Cuando ya Glinda había perdido toda esperanza
de recuperar una sola imagen más de la infancia de Blanca, la noche
en la que la Nena le preparó una cena de despedida, se produjo en el
medio de los postres uno de esos silencios que anunciaban recuerdos.
La Nena comenzó por explicar
la receta de la deliciosa torta de queso
que estaban comiendo, recordando que era la favorita del papá
de Blanca y que era el plato especial que pedía sin falta para el
día de su cumpleaños. Mientras disfrutaba
la mezcla de dulce con salado que hacía de aquella torta un plato
que solo
podía fascinar a quien fuera capaz de vincularlo con un viejo
recuerdo, la Nena buscó la caja de Marlboro rojo, prendió
un cigarro y cerró los ojos.
Una de sus tareas era ayudar a Blanca a
vestirse, peinarse y ponerse las medias y los zapatos cuando había
una fiesta o alguna ocasión especial. Y aquel día en que su papá
cumplía años era una de esas ocasiones en las que la niña de la
casa necesitaba ayuda para engalanarse. La señora Berta, que era la
encargada de lavar y planchar y que no vivía con ellas sino que
venía a la casa dos veces por semana, le había dado a la Nena el
vestido que debía subir al cuarto de Blanca. Lo había hecho con
abundantes instrucciones sobre cómo cargarlo, levantarlo, ponerlo
sobre la cama y luego sobre el cuerpo limpio de la niña que ya
estaba por salir del baño. La Nena había subido con su preciado
cargamento aterrada por la posibilidad de trastabillar y caerse. Con
los brazos adoloridos y las piernas tensas había llegado por fin al
cuarto de Blanca y había empujado la puerta entreabierta con la
cadera, sin molestarse por cumplir con la obligación de tocar antes.

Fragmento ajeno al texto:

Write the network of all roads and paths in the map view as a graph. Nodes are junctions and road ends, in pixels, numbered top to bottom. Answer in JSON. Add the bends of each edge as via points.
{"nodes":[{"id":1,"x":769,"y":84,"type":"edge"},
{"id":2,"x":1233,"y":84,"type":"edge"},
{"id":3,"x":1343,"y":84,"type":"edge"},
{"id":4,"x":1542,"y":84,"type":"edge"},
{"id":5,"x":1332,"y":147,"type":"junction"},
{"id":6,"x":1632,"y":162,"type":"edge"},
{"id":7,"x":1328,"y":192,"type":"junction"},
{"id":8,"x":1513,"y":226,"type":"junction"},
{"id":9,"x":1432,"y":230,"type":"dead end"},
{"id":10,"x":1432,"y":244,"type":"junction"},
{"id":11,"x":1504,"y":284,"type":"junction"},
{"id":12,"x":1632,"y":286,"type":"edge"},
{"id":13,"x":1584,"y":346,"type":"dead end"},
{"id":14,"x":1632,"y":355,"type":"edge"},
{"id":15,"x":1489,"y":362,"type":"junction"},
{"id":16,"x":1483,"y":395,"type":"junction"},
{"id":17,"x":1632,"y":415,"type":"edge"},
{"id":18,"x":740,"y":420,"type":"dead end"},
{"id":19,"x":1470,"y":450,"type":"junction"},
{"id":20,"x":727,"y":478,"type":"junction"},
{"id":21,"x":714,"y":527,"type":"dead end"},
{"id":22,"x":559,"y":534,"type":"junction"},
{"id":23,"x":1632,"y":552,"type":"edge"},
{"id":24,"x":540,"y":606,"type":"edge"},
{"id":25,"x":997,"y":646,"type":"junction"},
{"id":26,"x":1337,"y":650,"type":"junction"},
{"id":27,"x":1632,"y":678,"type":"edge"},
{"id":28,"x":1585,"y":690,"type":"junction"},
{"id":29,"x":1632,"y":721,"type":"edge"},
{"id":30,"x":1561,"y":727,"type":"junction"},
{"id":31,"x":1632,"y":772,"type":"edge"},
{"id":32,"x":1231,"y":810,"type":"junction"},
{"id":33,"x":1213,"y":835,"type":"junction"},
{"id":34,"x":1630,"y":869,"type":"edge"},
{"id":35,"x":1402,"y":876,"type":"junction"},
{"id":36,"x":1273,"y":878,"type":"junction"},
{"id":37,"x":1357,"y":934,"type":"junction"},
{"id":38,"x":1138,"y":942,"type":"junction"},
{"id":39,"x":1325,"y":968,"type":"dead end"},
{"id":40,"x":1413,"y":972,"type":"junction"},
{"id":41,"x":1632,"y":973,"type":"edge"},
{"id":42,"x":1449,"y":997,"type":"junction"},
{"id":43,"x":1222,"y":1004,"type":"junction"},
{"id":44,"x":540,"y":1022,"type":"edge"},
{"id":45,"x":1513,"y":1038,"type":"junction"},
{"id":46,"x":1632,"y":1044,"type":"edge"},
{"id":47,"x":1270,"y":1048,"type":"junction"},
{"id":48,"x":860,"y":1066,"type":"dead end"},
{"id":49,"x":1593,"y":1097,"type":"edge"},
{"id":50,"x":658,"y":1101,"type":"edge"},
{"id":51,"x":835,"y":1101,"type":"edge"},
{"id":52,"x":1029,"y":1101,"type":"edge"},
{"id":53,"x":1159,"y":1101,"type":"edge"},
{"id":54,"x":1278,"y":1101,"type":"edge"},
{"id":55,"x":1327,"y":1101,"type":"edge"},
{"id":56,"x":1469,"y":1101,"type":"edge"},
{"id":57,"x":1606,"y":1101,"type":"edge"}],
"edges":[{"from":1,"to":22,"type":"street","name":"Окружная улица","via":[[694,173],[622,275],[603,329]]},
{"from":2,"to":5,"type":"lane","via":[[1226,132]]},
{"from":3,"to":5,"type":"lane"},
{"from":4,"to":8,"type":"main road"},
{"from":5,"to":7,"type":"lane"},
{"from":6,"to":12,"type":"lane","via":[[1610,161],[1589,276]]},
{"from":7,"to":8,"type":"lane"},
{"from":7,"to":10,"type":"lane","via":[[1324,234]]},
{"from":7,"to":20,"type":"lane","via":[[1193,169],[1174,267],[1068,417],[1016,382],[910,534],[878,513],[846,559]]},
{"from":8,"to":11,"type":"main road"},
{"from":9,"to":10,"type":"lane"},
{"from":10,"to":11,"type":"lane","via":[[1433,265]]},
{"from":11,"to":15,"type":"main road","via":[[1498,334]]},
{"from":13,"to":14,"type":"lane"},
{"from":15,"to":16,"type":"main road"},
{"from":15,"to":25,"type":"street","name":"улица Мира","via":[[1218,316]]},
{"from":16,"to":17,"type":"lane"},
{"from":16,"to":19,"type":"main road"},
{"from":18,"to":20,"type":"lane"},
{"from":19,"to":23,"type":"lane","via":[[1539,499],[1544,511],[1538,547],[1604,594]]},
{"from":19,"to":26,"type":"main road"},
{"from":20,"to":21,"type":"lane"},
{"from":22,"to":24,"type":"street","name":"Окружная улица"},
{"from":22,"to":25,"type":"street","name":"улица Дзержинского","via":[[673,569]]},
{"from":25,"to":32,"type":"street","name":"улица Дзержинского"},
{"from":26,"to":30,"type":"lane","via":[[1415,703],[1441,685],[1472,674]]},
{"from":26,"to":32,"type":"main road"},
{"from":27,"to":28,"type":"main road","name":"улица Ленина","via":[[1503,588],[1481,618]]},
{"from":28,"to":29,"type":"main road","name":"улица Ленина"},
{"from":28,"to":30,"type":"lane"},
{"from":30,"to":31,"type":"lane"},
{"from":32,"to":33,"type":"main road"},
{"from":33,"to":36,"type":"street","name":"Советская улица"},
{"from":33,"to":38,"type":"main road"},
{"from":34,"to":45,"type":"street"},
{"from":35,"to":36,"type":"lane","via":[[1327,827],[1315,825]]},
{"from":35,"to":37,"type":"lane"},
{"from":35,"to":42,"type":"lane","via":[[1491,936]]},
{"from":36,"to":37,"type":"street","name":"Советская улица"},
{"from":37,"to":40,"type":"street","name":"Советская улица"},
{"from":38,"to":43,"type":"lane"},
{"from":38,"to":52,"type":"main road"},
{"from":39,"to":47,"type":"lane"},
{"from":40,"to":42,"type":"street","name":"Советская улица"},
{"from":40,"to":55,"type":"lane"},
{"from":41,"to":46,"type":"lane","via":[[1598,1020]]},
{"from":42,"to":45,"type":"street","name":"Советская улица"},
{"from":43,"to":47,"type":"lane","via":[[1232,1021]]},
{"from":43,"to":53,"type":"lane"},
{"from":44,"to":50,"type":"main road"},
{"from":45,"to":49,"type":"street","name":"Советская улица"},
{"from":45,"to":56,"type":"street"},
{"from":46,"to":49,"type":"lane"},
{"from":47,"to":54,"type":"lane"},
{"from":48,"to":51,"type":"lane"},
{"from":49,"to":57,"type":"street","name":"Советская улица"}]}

La Nena necesitó prender un cigarro nuevo con
la colilla del que se estaba fumando para poder entrar de lleno en el
recuerdo de lo que había visto detrás de aquella puerta. Sobre la
cama estaba Blanca totalmente desnuda. Y encima de ella su padre, el
cumpleañero, vestido a medias. Pasaron años antes de que la Nena
pudiera entender lo que aquella imagen significaba. Pero el grito que
salió de su garganta, el estropicio de telas regadas por el piso
cuando abandonó su preciada carga y la carrera escaleras abajo
gritando cosas incomprensibles fueron para ella razón suficiente
para explicarse la expulsión que sufrió apenas unas semanas
después. Cuando la instalaron en casa de aquella tía que iba a
terminar de criarla su memoria se mantuvo fija por mucho tiempo en la
imagen del vestido pisoteado.
Hasta que años después se reencontró con Blanca en la universidad
y toda la escena volvió intacta a su mente, como si hubiera sucedido
en ese mismo instante.
El día que le tocaba despedirse Glinda la miró
largo como si quisiera pedirle un último favor. La Nena entendió
sin que mediaran palabras y sin ningún preámbulo ni adorno le contó
el resto de la historia a grandes rasgos. Nunca fuimos amigas, le
dijo. Blanca nunca me vio como una persona igual a ella. Dejamos de
vernos por diez años y cuando nos encontramos en la universidad
Blanca no me reconoció. Tuve que recordarle quién era yo y cuando
encontró finalmente en su cabeza el recuerdo de la hija de la
cocinera me miró como quien mira de frente un mal pensamiento. Nos
perdimos de vista muchas veces a lo largo del tiempo. Blanca nunca
quiso tener nada que ver conmigo. Si coincidíamos en alguna reunión
me saludaba apenas y luego se iba al otro extremo. Supe de ella cada
vez que daba a luz, porque alguien siempre me llegaba con el cuento.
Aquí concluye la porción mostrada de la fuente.